L’entéroplégie peut être liée à la péritonite, être peut-être la conséquence d’un calcul, d’une indigestion par surcharge,. de la sablose, etc., etc..., de même qu’elle peut reconnaître une origine traumatique ou psychique.
L’entérospasme peut être déterminée par la calculose, la sablose, l’aortite abdominale, les néphrites, les affections génitales, l’urémie, l’oxalémie, etc.
Le côlon flottant et le rectum ne sont pas dans la zône auscultable. On interroge ces segments intestinaux par des moyens détournés que nous examinerons en temps opportun.
Perception de bruits anormaux à distance. — Au cours des crises, on entend parfois certains bruits intestinaux sans qu’il soit besoin d’appliquer l’oreille sur les parois de l’abdomen. On peut même entendre des bruits à une certaine distance de l’animal. Dans le cas d’indigestion ou plutôt de surcharge liquide de l’estomac par spasme du pylore, on peut entendre à distance comme une chasse d’eau; ce bruit indique que l’obstacle est levé.

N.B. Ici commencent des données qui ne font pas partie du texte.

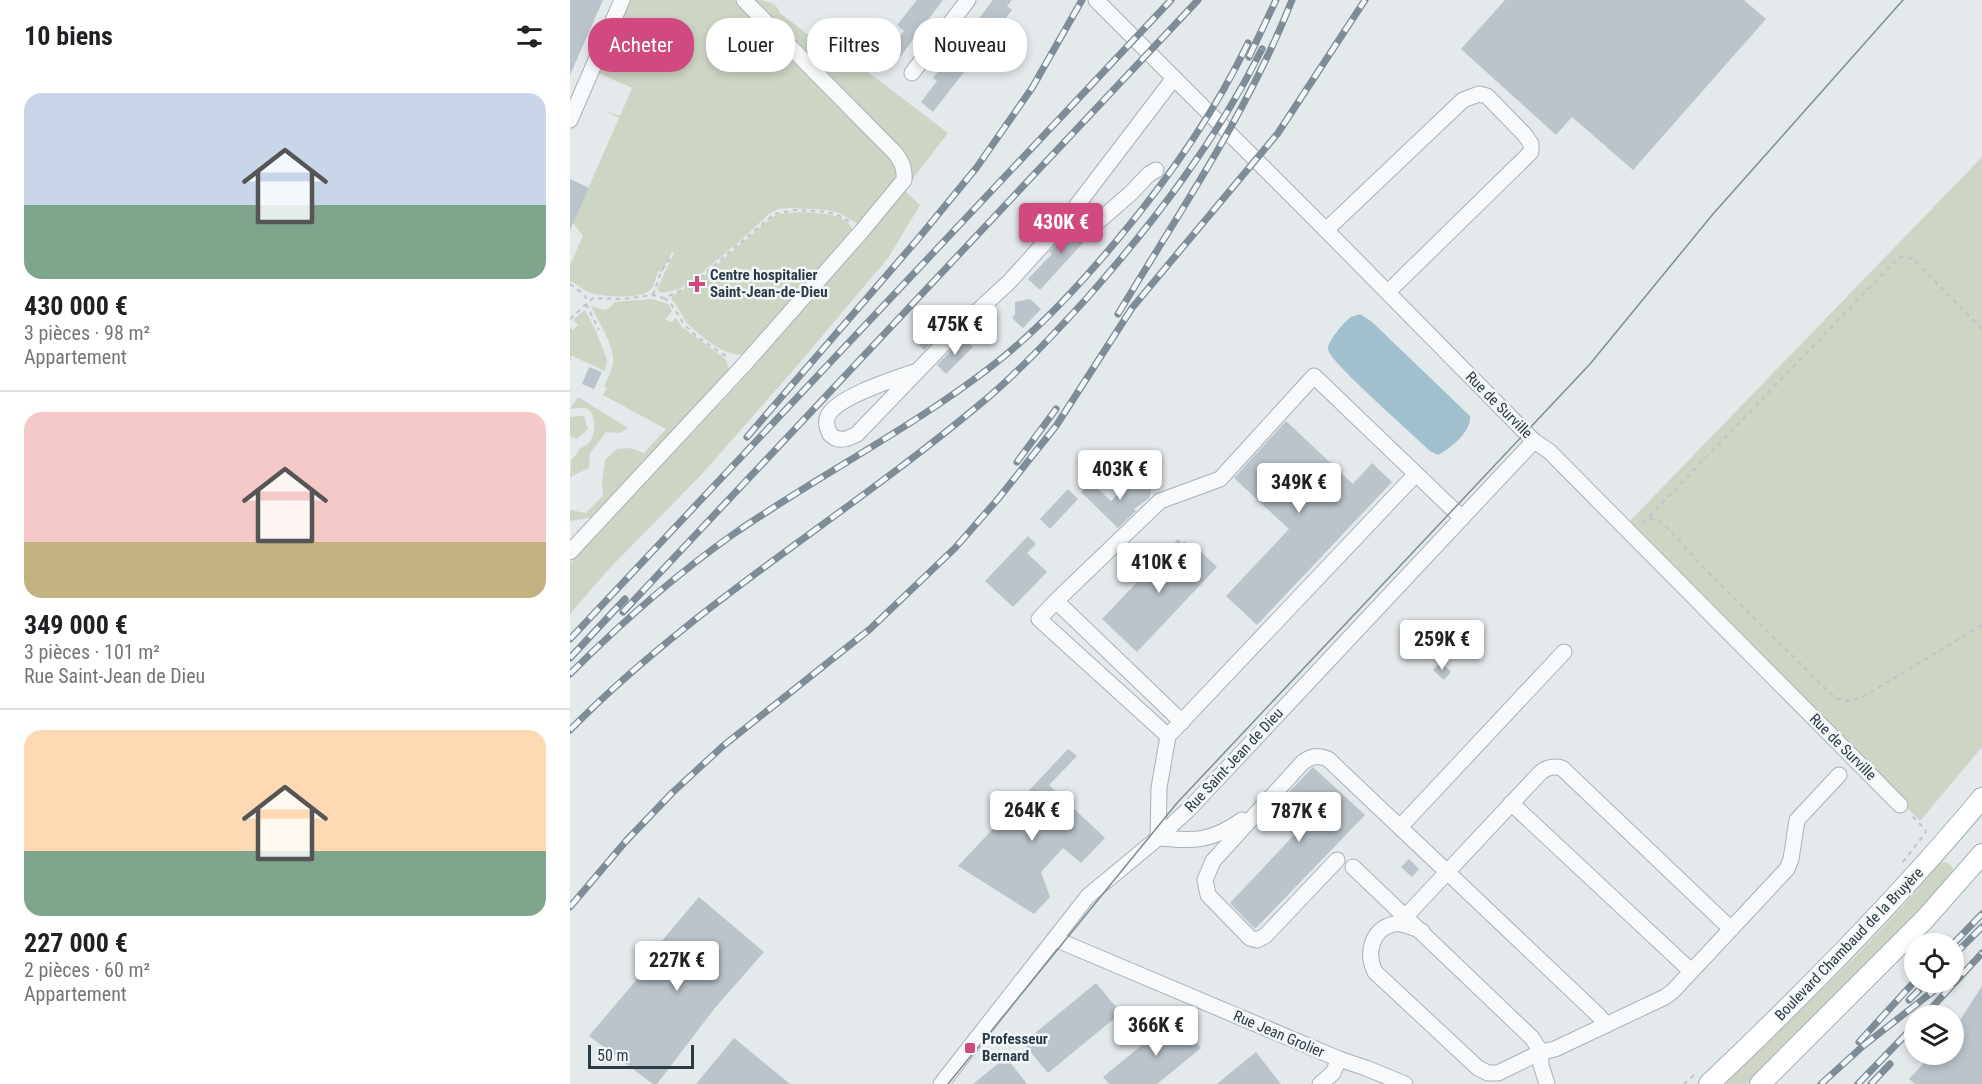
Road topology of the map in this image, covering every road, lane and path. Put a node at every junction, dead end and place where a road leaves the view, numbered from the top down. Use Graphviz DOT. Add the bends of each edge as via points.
graph roads {
  1 [pos="622,0"];
  2 [pos="744,0"];
  3 [pos="968,0"];
  4 [pos="1096,0"];
  5 [pos="912,73"];
  6 [pos="1174,78"];
  7 [pos="570,120"];
  8 [pos="1156,170"];
  9 [pos="1077,206"];
  10 [pos="1326,230"];
  11 [pos="861,232"];
  12 [pos="672,255"];
  13 [pos="570,284"];
  14 [pos="1388,292"];
  15 [pos="653,295"];
  16 [pos="664,298"];
  17 [pos="587,302"];
  18 [pos="570,319"];
  19 [pos="1982,329"];
  20 [pos="599,330"];
  21 [pos="742,368"];
  22 [pos="917,371"];
  23 [pos="1534,441"];
  24 [pos="1416,474"];
  25 [pos="1462,518"];
  26 [pos="570,552"];
  27 [pos="1056,601"];
  28 [pos="1982,625"];
  29 [pos="1564,652"];
  30 [pos="1182,722"];
  31 [pos="1168,736"];
  32 [pos="1839,775"];
  33 [pos="1982,798"];
  34 [pos="1266,801"];
  35 [pos="1512,803"];
  36 [pos="1900,804"];
  37 [pos="1400,827"];
  38 [pos="1158,837"];
  39 [pos="1982,854"];
  40 [pos="1337,860"];
  41 [pos="1902,862"];
  42 [pos="1353,867"];
  43 [pos="1448,871"];
  44 [pos="1406,916"];
  45 [pos="1731,929"];
  46 [pos="1422,931"];
  47 [pos="1055,939"];
  48 [pos="1691,972"];
  49 [pos="1606,1025"];
  50 [pos="1541,1052"];
  51 [pos="1339,1059"];
  52 [pos="1704,1077"];
  53 [pos="948,1081"];
  54 [pos="1320,1084"];
  55 [pos="1405,1084"];
  56 [pos="1547,1084"];
  57 [pos="1684,1084"];
  58 [pos="1760,1084"];
  1 -- 7 [label="street"];
  2 -- 11 [label="street" via="903,164 903,180"];
  3 -- 5 [label="street"];
  4 -- 6 [label="street, Rue de Surville"];
  6 -- 9 [label="street"];
  6 -- 10 [label="street, Rue de Surville"];
  8 -- 9 [label="street" via="1100,220 1093,220"];
  9 -- 22 [label="street" via="1009,282"];
  10 -- 14 [label="street, Rue de Surville"];
  10 -- 14 [label="street" via="1463,100 1479,94 1486,96 1525,135 1531,144 1527,158"];
  11 -- 16 [label="path" via="847,220 827,212 774,213 702,276"];
  11 -- 21 [label="street"];
  12 -- 15 [label="path"];
  13 -- 17 [label="path"];
  14 -- 23 [label="street, Rue de Surville"];
  15 -- 16 [label="path"];
  15 -- 17 [label="path"];
  16 -- 21 [label="path" via="685,326"];
  17 -- 18 [label="path"];
  17 -- 20 [label="path"];
  19 -- 28 [label="path" via="1914,260 1898,258 1650,518 1662,522 1835,698 1861,698"];
  21 -- 26 [label="street"];
  22 -- 22 [label="street" via="857,434 838,440 830,434 828,416 839,404"];
  23 -- 25 [label="street, Rue Saint-Jean de Dieu"];
  23 -- 36 [label="street, Rue de Surville" via="1549,451"];
  24 -- 25 [label="street"];
  24 -- 27 [label="street" via="1314,375 1220,479 1160,501"];
  24 -- 30 [label="street"];
  25 -- 38 [label="street, Rue Saint-Jean de Dieu" via="1191,807"];
  27 -- 30 [label="street"];
  27 -- 31 [label="street" via="1040,619"];
  29 -- 37 [label="street"];
  30 -- 31 [label="street"];
  31 -- 38 [label="street" via="1159,788"];
  32 -- 45 [label="street" via="1797,820 1787,869"];
  33 -- 52 [label="main road, Boulevard Chambaud de la Bruyère" via="1896,897 1759,1037"];
  34 -- 37 [label="street" via="1303,762 1318,756 1328,759"];
  34 -- 38 [label="street" via="1213,837"];
  34 -- 40 [label="street" via="1213,861 1205,880 1208,896 1250,938 1264,936"];
  35 -- 43 [label="street"];
  35 -- 45 [label="street" via="1546,768 1562,768"];
  35 -- 48 [label="street"];
  36 -- 41 [label="path, Boulevard Chambaud de la Bruyère" via="1925,829"];
  37 -- 43 [label="street"];
  38 -- 47 [label="street, Rue Saint-Jean de Dieu" via="1088,896"];
  39 -- 58 [label="main road" via="1925,919"];
  42 -- 44 [label="street"];
  43 -- 44 [label="street"];
  43 -- 49 [label="street"];
  44 -- 46 [label="street"];
  45 -- 48 [label="street"];
  46 -- 50 [label="street" via="1512,1017"];
  46 -- 50 [label="street" via="1393,924 1382,931 1373,940 1370,951 1375,972 1467,1059 1488,1073 1498,1073"];
  47 -- 51 [label="street, Rue Jean Grolier"];
  47 -- 53 [label="street, Rue Saint-Jean de Dieu"];
  48 -- 49 [label="street" via="1665,997"];
  49 -- 50 [label="street"];
  50 -- 56 [label="street"];
  51 -- 54 [label="street" via="1333,1073"];
  51 -- 55 [label="street, Rue Jean Grolier"];
  52 -- 57 [label="path"];
}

On entend au cours de certains états des borborygmes bruyants. Ces murmures intestinaux peuvent avoir une signification pronostique.
Dans un cas de volvulus nous avons perçu un bruit comparable à celui d’une mitrailleuse qui tire dans le lointain. Dans un cas d’infarctus du colon, il nous a été donné d’entendre au moment où le cheval prenait l’attitude du chien assis un bruit de ferraille ou de chaînes dans la cavité abdominale quelques instants avant la mort. Dans un cas d’infarctus du côlon par thrombose d’origine mécanique nous avons nettement perçu à la fin de l’évolution un sifflement comparable à un échappement de vapeur (Fissure du côlon).
Conclusion. — L’auscultation est prodigue en renseignements. Elle permet de reconnaître:
1° Si la voie est libre de l’estomac au côlon flottant;
2° S’il existe un obstacle et le siège de cet obstacle;
3° S’il y a stase;
4° S’il y a entéroplégie ou entérospasme;
5° S’il existe un spasme localisé ou de la distension;
6° L’état du contenu intestinal;
7° Le degré d’activité de l’intestin, etc., etc.
L’auscultation ne suffit pas à elle seule pour faire le diagnostic, mais elle y contribue puissamment et à ce titre elle mérite plus de faveur qu’elle en a eu jusqu’à ce jour.